● **EXERCISE DESCRIPTION**
Work out how many lines of this material hold the word "旧鎌倉街道". Write only that number.

● **TASK DATA**
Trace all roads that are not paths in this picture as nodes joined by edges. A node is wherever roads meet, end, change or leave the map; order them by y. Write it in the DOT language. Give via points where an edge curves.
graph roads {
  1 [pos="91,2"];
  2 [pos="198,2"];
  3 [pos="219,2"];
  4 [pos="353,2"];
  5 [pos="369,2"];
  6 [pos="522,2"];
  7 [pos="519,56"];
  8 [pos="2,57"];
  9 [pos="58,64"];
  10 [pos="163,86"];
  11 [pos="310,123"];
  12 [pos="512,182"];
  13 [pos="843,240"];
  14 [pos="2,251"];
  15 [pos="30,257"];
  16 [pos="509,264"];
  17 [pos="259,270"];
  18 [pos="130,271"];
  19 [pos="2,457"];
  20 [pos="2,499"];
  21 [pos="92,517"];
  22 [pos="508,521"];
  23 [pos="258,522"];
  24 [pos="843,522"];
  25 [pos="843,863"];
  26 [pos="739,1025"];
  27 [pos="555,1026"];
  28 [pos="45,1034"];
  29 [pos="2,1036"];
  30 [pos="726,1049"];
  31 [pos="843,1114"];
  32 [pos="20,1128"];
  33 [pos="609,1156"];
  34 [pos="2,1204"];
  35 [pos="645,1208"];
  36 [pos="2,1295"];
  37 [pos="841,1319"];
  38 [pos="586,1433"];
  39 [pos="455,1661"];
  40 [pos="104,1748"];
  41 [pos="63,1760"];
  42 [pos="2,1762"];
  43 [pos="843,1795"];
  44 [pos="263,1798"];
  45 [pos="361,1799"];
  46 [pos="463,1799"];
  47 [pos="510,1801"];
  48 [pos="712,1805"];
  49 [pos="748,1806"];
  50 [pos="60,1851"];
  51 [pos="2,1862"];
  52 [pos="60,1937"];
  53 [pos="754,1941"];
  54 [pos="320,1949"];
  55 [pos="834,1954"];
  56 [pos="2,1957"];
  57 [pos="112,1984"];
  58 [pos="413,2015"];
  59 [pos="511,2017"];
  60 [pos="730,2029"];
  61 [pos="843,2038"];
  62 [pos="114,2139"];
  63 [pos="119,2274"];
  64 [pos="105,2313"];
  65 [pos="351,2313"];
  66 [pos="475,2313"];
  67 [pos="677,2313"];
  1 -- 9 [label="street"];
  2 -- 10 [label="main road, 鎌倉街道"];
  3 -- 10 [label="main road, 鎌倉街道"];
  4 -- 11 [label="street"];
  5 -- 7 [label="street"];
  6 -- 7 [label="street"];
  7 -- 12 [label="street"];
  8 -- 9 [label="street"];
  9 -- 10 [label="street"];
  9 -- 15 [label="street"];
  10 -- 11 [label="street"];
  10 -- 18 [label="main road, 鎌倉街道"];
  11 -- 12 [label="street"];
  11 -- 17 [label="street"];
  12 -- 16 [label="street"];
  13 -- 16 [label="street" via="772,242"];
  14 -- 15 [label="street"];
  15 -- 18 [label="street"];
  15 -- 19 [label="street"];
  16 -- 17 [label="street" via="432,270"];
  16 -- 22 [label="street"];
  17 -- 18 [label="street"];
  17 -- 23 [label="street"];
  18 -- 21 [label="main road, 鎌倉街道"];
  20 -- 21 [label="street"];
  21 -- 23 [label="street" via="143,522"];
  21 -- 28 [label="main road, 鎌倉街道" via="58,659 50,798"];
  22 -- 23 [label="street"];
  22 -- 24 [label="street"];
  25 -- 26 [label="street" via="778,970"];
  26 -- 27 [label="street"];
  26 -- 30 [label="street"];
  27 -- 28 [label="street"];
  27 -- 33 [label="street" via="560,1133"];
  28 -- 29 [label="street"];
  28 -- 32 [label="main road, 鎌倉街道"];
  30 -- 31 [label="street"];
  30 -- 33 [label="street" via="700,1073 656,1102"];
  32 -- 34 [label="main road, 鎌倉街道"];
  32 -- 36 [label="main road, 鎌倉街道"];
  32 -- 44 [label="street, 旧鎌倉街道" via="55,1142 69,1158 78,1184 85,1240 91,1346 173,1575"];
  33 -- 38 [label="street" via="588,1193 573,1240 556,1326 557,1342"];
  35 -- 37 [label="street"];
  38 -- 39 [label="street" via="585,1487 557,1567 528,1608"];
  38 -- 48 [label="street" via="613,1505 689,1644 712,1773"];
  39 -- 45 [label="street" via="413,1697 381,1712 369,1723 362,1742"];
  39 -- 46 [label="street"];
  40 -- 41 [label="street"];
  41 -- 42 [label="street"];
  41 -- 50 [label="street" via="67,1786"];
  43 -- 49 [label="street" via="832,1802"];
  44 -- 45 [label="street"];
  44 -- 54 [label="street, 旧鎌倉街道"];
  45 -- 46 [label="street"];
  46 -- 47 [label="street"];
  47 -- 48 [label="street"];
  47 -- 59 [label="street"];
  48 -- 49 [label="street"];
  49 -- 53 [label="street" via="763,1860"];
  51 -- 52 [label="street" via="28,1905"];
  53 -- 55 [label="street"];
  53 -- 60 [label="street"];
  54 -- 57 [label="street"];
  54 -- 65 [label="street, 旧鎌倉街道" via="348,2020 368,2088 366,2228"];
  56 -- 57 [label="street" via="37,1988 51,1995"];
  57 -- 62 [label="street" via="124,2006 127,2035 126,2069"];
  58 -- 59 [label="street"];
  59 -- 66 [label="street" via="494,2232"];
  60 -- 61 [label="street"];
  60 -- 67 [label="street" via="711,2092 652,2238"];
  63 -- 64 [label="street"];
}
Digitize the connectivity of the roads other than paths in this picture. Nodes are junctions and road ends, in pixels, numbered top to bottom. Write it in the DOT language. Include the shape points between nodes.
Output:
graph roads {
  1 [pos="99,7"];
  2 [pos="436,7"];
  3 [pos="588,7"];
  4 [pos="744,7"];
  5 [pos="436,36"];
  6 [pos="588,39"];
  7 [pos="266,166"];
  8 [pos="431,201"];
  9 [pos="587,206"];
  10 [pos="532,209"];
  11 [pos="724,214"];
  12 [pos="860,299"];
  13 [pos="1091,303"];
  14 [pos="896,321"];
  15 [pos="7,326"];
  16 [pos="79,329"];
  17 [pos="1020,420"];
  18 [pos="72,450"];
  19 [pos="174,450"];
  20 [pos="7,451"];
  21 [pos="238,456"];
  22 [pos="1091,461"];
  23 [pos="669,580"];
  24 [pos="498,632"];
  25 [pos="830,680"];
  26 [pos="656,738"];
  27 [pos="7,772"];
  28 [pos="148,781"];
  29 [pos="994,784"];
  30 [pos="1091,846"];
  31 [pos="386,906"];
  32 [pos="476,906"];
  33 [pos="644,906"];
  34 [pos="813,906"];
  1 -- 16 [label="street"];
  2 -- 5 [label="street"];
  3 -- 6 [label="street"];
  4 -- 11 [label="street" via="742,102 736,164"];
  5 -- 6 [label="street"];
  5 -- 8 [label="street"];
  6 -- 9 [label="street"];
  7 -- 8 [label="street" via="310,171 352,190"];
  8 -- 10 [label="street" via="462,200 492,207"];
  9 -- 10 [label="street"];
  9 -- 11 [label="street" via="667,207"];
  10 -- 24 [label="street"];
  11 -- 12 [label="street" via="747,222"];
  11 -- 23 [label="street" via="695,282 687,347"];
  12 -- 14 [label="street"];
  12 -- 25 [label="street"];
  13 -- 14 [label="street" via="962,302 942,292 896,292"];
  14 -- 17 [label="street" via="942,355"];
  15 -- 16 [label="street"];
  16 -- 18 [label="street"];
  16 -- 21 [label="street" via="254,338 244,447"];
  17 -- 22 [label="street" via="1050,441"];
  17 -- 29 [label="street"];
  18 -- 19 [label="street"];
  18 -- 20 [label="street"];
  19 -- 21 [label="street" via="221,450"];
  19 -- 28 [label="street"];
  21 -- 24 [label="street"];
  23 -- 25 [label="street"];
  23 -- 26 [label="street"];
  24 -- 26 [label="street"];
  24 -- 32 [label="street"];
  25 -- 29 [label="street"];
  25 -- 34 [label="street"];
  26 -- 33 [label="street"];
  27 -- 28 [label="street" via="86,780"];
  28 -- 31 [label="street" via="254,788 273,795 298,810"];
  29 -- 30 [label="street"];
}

● **EXERCISE SOLUTION**
3